** Opening RECORDS FOR PROCESSING block **

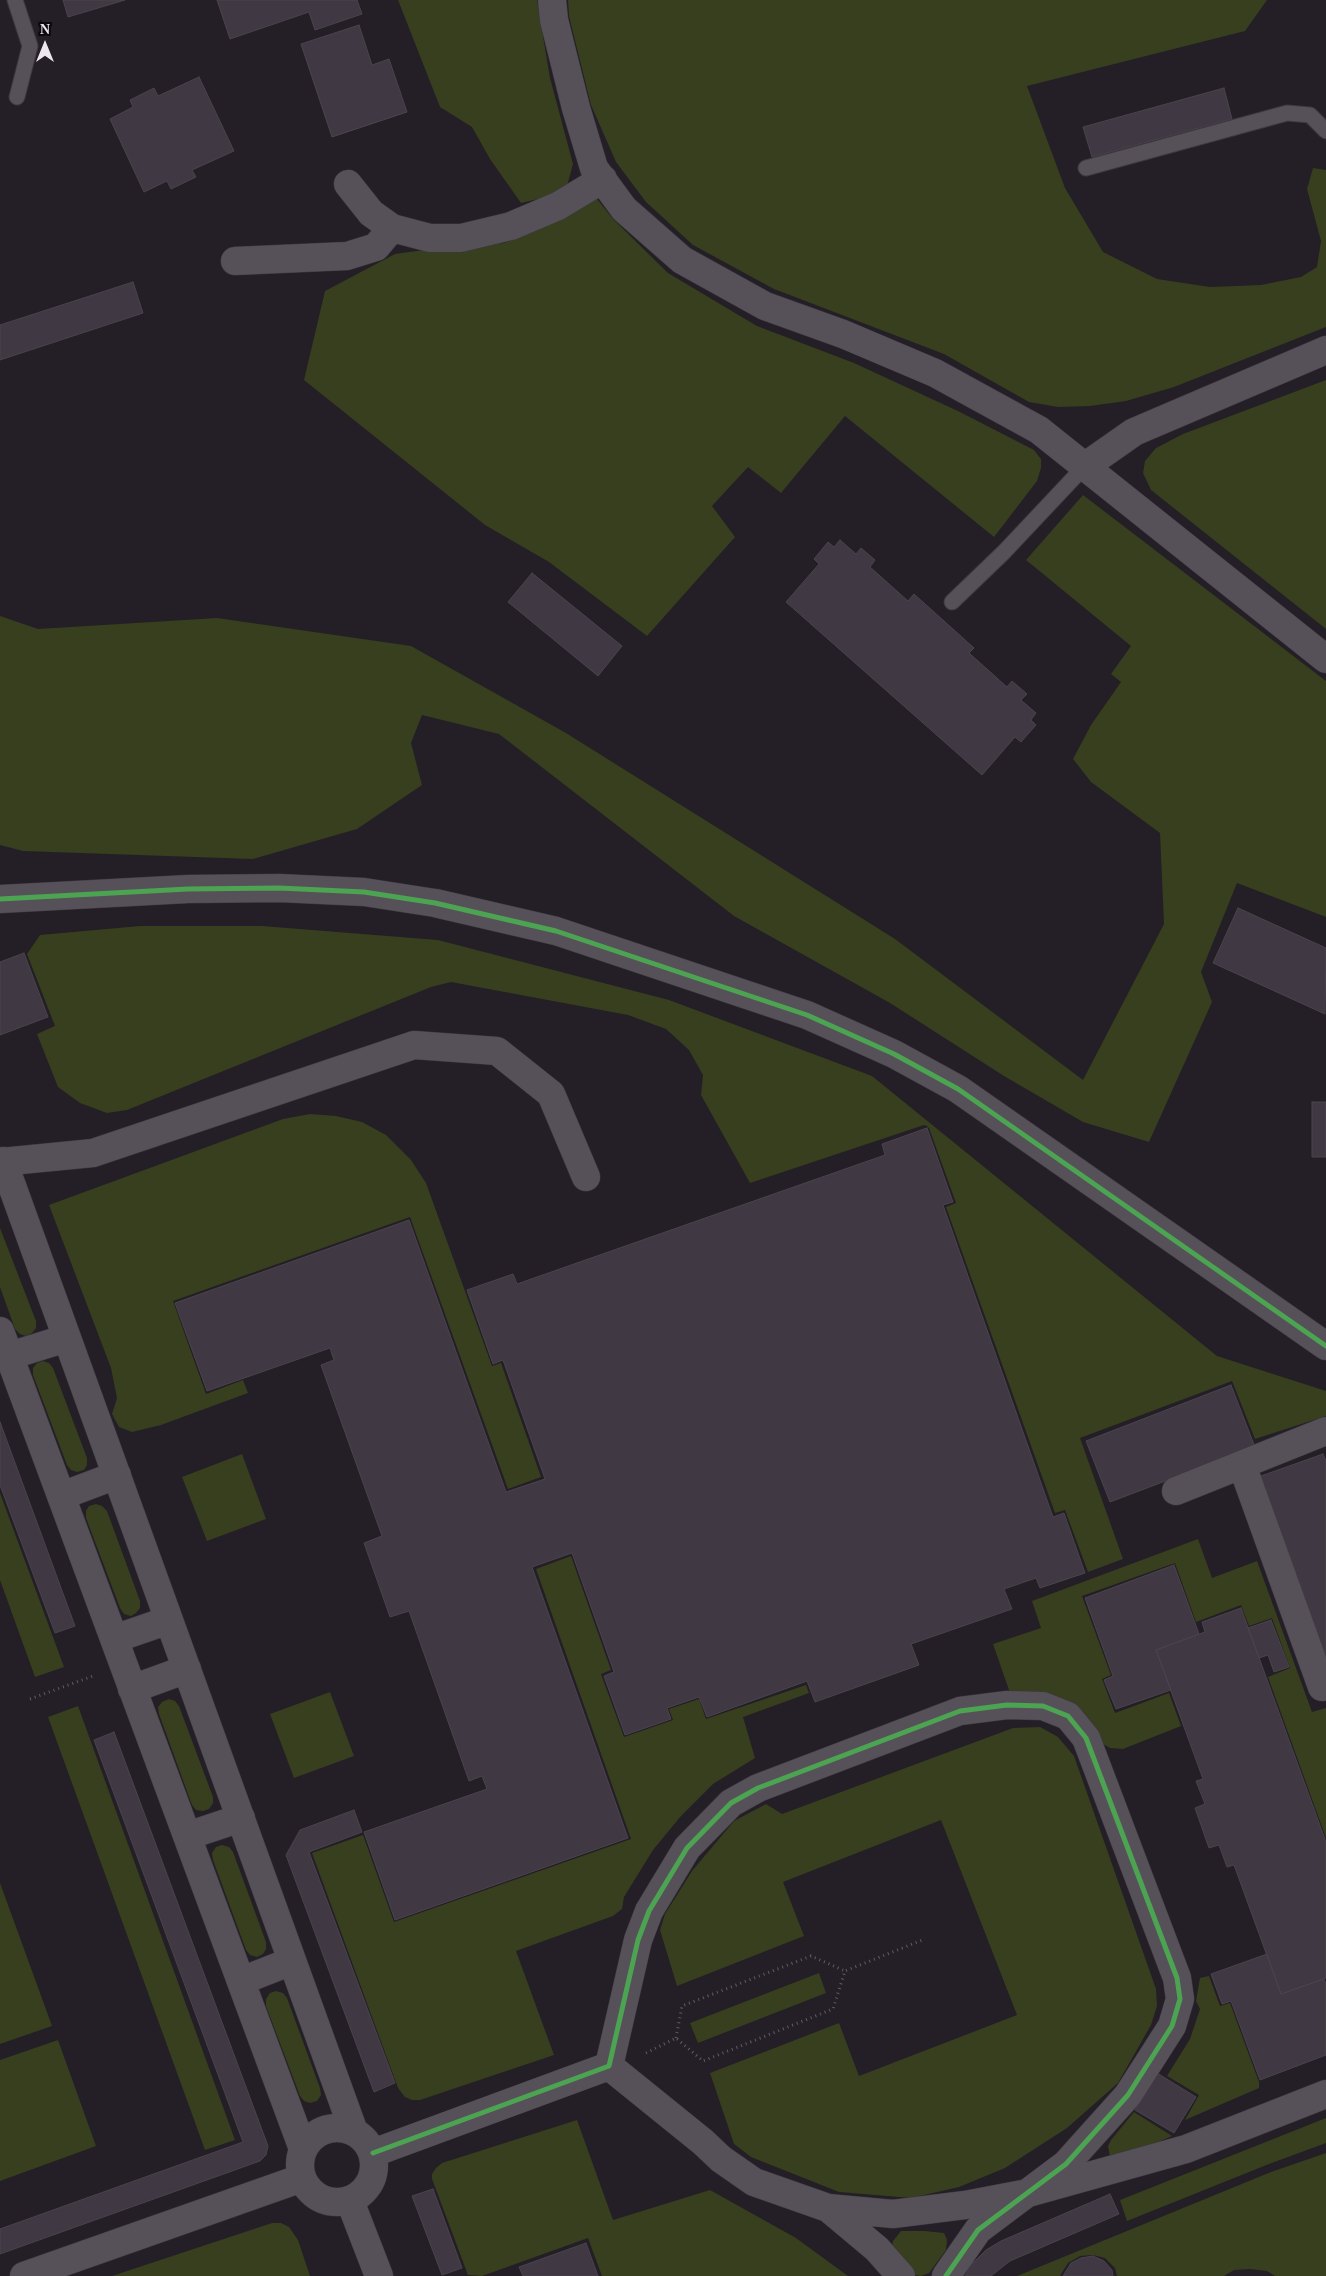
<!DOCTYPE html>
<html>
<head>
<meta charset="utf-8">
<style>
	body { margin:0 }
	#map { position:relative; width:1326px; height:2276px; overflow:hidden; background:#241e26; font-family:"Times New Roman",serif }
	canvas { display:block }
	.north { position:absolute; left:20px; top:20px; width:50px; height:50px; -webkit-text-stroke:4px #0b070e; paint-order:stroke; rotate:0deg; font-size:14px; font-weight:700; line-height:20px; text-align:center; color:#ede5f0 }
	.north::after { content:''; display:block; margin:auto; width:18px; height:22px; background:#ede5f0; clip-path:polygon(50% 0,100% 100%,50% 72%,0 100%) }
</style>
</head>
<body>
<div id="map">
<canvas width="1326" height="2276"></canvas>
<div class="north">N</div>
</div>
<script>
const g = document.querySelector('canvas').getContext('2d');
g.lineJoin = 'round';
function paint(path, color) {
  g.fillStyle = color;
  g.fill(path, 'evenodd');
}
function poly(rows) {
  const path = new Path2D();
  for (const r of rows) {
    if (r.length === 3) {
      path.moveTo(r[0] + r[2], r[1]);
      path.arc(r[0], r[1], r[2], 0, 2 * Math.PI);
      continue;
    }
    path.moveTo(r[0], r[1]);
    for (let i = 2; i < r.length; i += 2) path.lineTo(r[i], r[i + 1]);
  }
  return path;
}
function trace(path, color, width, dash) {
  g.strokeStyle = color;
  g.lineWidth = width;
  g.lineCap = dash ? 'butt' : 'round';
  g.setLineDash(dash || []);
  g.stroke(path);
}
paint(poly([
	[398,0,537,0,550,78,573,164,567,186,543,198,521,203,490,159,472,127,440,107],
	[568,0,1267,0,1245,31,1027,86,1065,188,1103,252,1157,279,1210,287,1261,285,1301,277,1317,267,1321,241,1307,189,1313,168,1326,170,1326,327,1174,387,1126,401,1090,406,1058,407,1029,402,944,354,774,289,693,245,646,202,616,162,591,105,569,16],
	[597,199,614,220,668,273,757,326,854,363,960,412,1034,450,1041,459,1041,468,1037,481,994,537,845,416,781,493,748,467,712,506,735,537,647,636,549,562,485,525,304,380,325,291,395,254,424,250,504,243,557,221],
	[1326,380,1326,629,1151,490,1143,473,1145,461,1156,448,1183,434],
	[1083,495,1326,681,1326,917,1237,883,1201,972,1212,1002,1149,1142,1083,1122,1004,1076,890,1003,734,916,499,734,422,715,411,743,422,785,357,829,253,859,23,851,0,845,0,616,38,629,217,618,411,646,566,733,895,939,1083,1080,1164,924,1160,833,1091,782,1073,759,1091,725,1121,682,1111,674,1131,646,1026,560],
	[140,926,262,926,438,940,669,1000,872,1076,1217,1356,1326,1391,1326,1416,1255,1439,1232,1381,1080,1438,1123,1559,1088,1572,1065,1510,1055,1513,946,1207,956,1203,929,1128,927,1126,924,1125,750,1183,701,1095,703,1075,689,1050,666,1029,628,1015,451,982,431,987,127,1110,107,1113,80,1103,58,1087,37,1034,55,1026,27,954,40,935],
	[310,1114,336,1116,362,1122,386,1135,411,1160,426,1183,492,1366,501,1363,541,1477,508,1489,410,1217,173,1301,206,1394,243,1380,248,1393,161,1425,132,1432,119,1427,112,1414,117,1398,111,1368,49,1205,283,1119],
	[0,1228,36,1321,36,1328,32,1333,26,1336,20,1334,15,1329,0,1287],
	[43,1361,49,1363,53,1368,87,1458,87,1465,84,1470,77,1472,71,1470,67,1465,33,1375,33,1368,37,1363],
	[242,1454,266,1519,207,1541,182,1477],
	[0,1493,64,1667,35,1677,0,1580],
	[96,1504,102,1506,107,1511,140,1601,140,1608,136,1613,131,1616,124,1614,120,1608,86,1518,86,1511,89,1506],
	[1198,1539,1212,1578,1257,1561,1312,1712,1326,1708,1326,1838,1268,1677,1290,1668,1272,1618,1249,1626,1241,1605,1196,1622,1175,1563,1082,1596,1111,1675,1102,1679,1115,1713,1169,1693,1181,1726,1123,1749,1110,1748,1010,1693,993,1644,1041,1628,1032,1601],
	[571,1556,611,1670,601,1674,624,1737,673,1720,669,1709,699,1699,706,1719,806,1685,809,1693,743,1717,755,1758,713,1784,681,1816,653,1850,624,1897,622,1909,613,1916,516,1951,554,2055,420,2100,412,2100,405,2097,398,2088,312,1853,363,1835,394,1922,631,1839,536,1569],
	[330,1692,354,1756,294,1778,270,1714],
	[169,1699,175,1701,179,1706,213,1797,213,1803,209,1809,203,1811,196,1810,192,1805,159,1714,158,1707,162,1702],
	[78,1706,235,2140,205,2150,48,1717],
	[1040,1727,1058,1737,1074,1756,1156,1989,1157,2006,1151,2025,1118,2083,1067,2128,1005,2168,959,2187,911,2198,839,2192,751,2157,734,2144,710,2073,839,2023,859,2076,1017,2015,941,1820,783,1882,804,1936,677,1986,660,1930,665,1914,692,1871,734,1821,766,1804,782,1814,1013,1728],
	[222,1845,229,1847,233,1852,266,1942,266,1949,263,1954,257,1957,250,1955,246,1950,213,1860,212,1853,216,1847],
	[0,1883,52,2026,0,2044],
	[819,1973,826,1993,698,2043,690,2023],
	[1209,1976,1220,2006,1230,2003,1259,2082,1259,2088,1185,2120,1199,2095,1167,2076,1190,2039,1200,2009,1196,2001,1200,1978],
	[276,1991,283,1993,287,1998,320,2088,321,2095,317,2101,310,2103,304,2101,300,2096,266,2006,266,1999,270,1993],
	[58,2040,96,2146,0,2181,0,2060],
	[1134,2112,1172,2136,1124,2157,1110,2157,1108,2146,1111,2140],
	[1326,2118,1326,2143,1269,2164,1127,2221,1120,2200],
	[577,2120,613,2220,710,2190,796,2238,848,2276,602,2276,588,2238,482,2276,468,2275,432,2179,432,2174,436,2168,442,2163],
	[1326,2153,1326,2276,1275,2276,1267,2271,1250,2269,1234,2270,1224,2276,1117,2276,1115,2268,1105,2258,1093,2255,1080,2256,1068,2263,1060,2276,1017,2276,1271,2172],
	[272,2223,281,2223,289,2227,298,2240,310,2276,112,2276],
	[901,2231,925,2231,944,2233,947,2240,946,2250,929,2273,921,2276,910,2274,892,2247,893,2241]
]), '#373f1e');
const building = poly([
	[63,0,125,0,68,17,63,0],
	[217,0,357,0,362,14,315,30,309,12,230,39,217,0],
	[359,25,372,65,389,59,407,112,332,137,301,44,359,25],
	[199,77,234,151,192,170,196,177,171,189,167,181,144,192,110,119,133,107,130,100,154,88,158,96,199,77],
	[1224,88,1232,119,1092,157,1083,127,1224,88],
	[133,282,143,313,0,360,0,325,133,282],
	[840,540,856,554,861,548,875,560,870,567,908,601,914,594,974,648,969,653,1007,687,1012,681,1027,694,1021,700,1036,713,1031,720,1036,725,1021,742,1015,737,982,775,786,602,819,564,814,559,828,542,834,547,840,540],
	[532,573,622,646,598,676,508,602,532,573],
	[1238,908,1326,948,1325,1014,1213,963,1238,908],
	[24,953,48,1017,0,1035,0,962,24,953],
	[1312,1102,1326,1102,1326,1157,1312,1157,1312,1102],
	[927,1128,953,1202,943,1205,1053,1517,1064,1513,1085,1573,1040,1588,1036,1578,1004,1589,1012,1609,911,1644,919,1665,815,1702,807,1681,707,1717,699,1697,667,1708,671,1719,625,1735,604,1676,614,1672,572,1553,532,1567,628,1838,395,1920,364,1832,487,1789,482,1776,469,1781,409,1611,390,1617,364,1543,382,1536,321,1365,334,1360,330,1348,207,1391,175,1303,409,1220,506,1492,545,1479,503,1360,493,1364,467,1290,513,1274,517,1284,885,1155,882,1144,927,1128],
	[1231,1385,1255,1447,1110,1502,1086,1441,1231,1385],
	[0,1422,75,1626,55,1633,0,1485,0,1422],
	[1323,1454,1326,1461,1326,1656,1261,1476,1323,1454],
	[1174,1565,1199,1634,1156,1650,1171,1690,1116,1709,1104,1680,1113,1676,1085,1598,1174,1565],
	[1241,1608,1326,1842,1326,1978,1281,1994,1234,1865,1227,1867,1219,1845,1209,1848,1195,1808,1205,1804,1196,1781,1203,1779,1156,1650,1205,1632,1202,1622,1241,1608],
	[1271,1620,1289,1667,1274,1672,1268,1655,1259,1658,1248,1628,1271,1620],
	[114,1732,268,2146,266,2155,260,2161,0,2254,0,2229,243,2142,94,1740,114,1732],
	[354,1810,362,1832,309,1852,395,2083,374,2092,286,1855,300,1830,354,1810],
	[1267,1954,1281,1994,1324,1979,1326,1984,1326,2055,1260,2080,1231,2001,1222,2004,1211,1974,1267,1954],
	[1157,2073,1196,2097,1174,2133,1135,2110,1157,2073],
	[433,2189,462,2268,442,2275,412,2196,433,2189],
	[1110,2194,1119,2214,1010,2261,991,2276,965,2276,971,2265,986,2250,1001,2241,1110,2194],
	[586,2243,598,2276,523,2276,519,2267,586,2243],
	[1093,2256,1104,2261,1112,2270,1113,2276,1063,2276,1071,2263,1081,2258,1093,2256]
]);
paint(building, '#403843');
trace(building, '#4a444c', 1);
const service = poly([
	[15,0,30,46,17,97],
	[1086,168,1287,113,1310,115,1326,131],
	[952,602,1004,552,1084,467]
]);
const minor = poly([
	[552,0,554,20,576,108,594,168,624,209,682,260,765,306,843,334,935,373,1039,430,1326,659],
	[348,184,371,213,392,228,430,238,461,238,511,226,558,206,603,179],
	[235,261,347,256,376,247,392,228],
	[1084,467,1134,432,1326,350],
	[3,1161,354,2132],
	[0,1162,93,1153,414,1045,497,1051,551,1094,586,1177],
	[0,1331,303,2149],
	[9,1356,67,1338],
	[1242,1465,1322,1687],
	[1176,1491,1326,1431],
	[61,1496,117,1475],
	[114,1639,169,1620],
	[132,1689,187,1669],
	[187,1836,241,1818],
	[241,1981,292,1961],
	[609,2066,703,2142,721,2159,754,2182,828,2208,893,2214,965,2205,1028,2193,1186,2149,1326,2094],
	[337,2165,37],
	[373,2153,609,2066,638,1940,649,1911,687,1848,731,1803,758,1788,960,1711,1007,1705,1043,1706,1068,1716,1086,1738,1177,1978,1180,1999,1172,2026,1128,2095,1066,2164,978,2230,946,2276],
	[350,2201,379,2276],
	[828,2208,877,2249,901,2276],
	[24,2276,302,2178]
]);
const tertiary = poly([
	[0,899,188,889,279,888,364,892,435,903,556,931,807,1015,894,1054,958,1089,1326,1346]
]);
trace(service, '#3e3940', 17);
trace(minor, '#3e3940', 29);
trace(tertiary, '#3e3940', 29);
trace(poly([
	[30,1699,93,1676],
	[676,2038,682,2006,811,1956,845,1971],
	[646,2053,676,2038,703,2061,833,2009,845,1971,925,1939]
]), '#605c62', 3, [1, 4]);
trace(service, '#565058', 15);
trace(minor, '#565058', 28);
trace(tertiary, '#565058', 28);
trace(poly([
	[0,899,188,889,279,888,364,892,435,903,556,931,807,1015,894,1054,958,1089,1326,1346],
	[373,2153,609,2066,638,1940,649,1911,687,1848,731,1803,758,1788,960,1711,1007,1705,1043,1706,1068,1716,1086,1738,1177,1978,1180,1999,1172,2026,1128,2095,1066,2164,978,2230,946,2276]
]), '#4ca352', 5);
</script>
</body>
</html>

** Closing RECORDS FOR PROCESSING block **

### TASK
Please make an exact copy of the lines above from the line with "return path;" through the line with "g.stroke(path);", both ends included.

### REPLY
  return path;
}
function trace(path, color, width, dash) {
  g.strokeStyle = color;
  g.lineWidth = width;
  g.lineCap = dash ? 'butt' : 'round';
  g.setLineDash(dash || []);
  g.stroke(path);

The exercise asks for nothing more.